Background: Reoperative carotid endarterectomy (CEA) is the accepted treatment for recurrent carotid stenosis. With reports of higher operative morbidity than primary CEA and the advent of carotid stenting, catheter-based therapy has been advocated as the primary treatment for this high-risk subgroup with carotid stenosis. This study reviews a contemporary experience with reoperative CEA.
Methods: From 1990-2002, 153 isolated (excluding CEA/CABG and bypasses) reoperative CEA procedures were retrospectively reviewed. Clinical and demographic variables potentially associated with the endpoints of perioperative morbidity, long-term durability and late survival were assessed with multivariate measures.
Results: There were 153 reoperative CEA procedures (151 secondary , 2 tertiary) in 145 patients (56% male, 30% symptomatic) with an average age of 69±1.3 years. The average time from primary CEA (68% primary closure; 23% prosthetic, 9% vein patch) to reoperative CEA was 6.1±0.4 years (range 0.3-20.4).
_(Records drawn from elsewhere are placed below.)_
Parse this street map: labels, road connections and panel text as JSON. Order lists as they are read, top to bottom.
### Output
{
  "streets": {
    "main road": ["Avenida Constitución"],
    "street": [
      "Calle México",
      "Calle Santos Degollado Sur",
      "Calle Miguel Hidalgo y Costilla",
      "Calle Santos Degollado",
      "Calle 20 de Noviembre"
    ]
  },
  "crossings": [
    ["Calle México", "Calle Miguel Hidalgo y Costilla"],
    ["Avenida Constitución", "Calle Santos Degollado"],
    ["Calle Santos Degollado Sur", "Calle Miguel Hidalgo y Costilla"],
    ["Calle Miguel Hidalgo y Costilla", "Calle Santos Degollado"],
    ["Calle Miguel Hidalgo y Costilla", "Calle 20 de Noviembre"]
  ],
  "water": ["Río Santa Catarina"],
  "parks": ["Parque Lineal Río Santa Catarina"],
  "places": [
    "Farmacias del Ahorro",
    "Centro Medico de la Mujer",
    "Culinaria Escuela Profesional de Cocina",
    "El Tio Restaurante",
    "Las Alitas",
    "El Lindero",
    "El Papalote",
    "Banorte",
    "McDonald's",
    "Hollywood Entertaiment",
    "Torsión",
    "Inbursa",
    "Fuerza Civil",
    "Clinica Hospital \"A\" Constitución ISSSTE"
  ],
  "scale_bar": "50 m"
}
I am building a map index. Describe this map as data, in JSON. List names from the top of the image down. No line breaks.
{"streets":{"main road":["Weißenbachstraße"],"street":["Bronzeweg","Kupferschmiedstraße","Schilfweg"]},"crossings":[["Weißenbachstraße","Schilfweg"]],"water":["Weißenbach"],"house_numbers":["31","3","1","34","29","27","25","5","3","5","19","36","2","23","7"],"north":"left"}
At reoperation, patch reconstruction was undertaken in 92% of cases. The perioperative stroke rate was 1.9% with no deaths or cardiac events. Other complications included cranial nerve injury (1.3%) and a hematoma (3.2%). Average follow-up after reoperative CEA was 4.4±0.3 years (range 0.1-12.7), with an overall stroke-free rate of 96% and a restenosis rate by carotid duplex of 8.9%. Reoperative CEA failure (at least moderate restenosis) was seen in younger patients (66±2.5 vs 70±0.7 years, P<0.05). The all-cause mortality rate was 29%. Multivaraite analysis identified diabetes and male gender as having a negative impact (P<0.01) and lipid-lowering agents as having a protective effect (P<0.01) on survival.
Conclusion: Reoperative CEA is a safe and effective procedure, comparable to accepted standards for primary CEA, for long-term protection from stroke. These data do not support the contention that patients requiring reoperative CEA constitute a high-risk subgroup in whom reoperation should be avoided in deference to stent revascularizaion.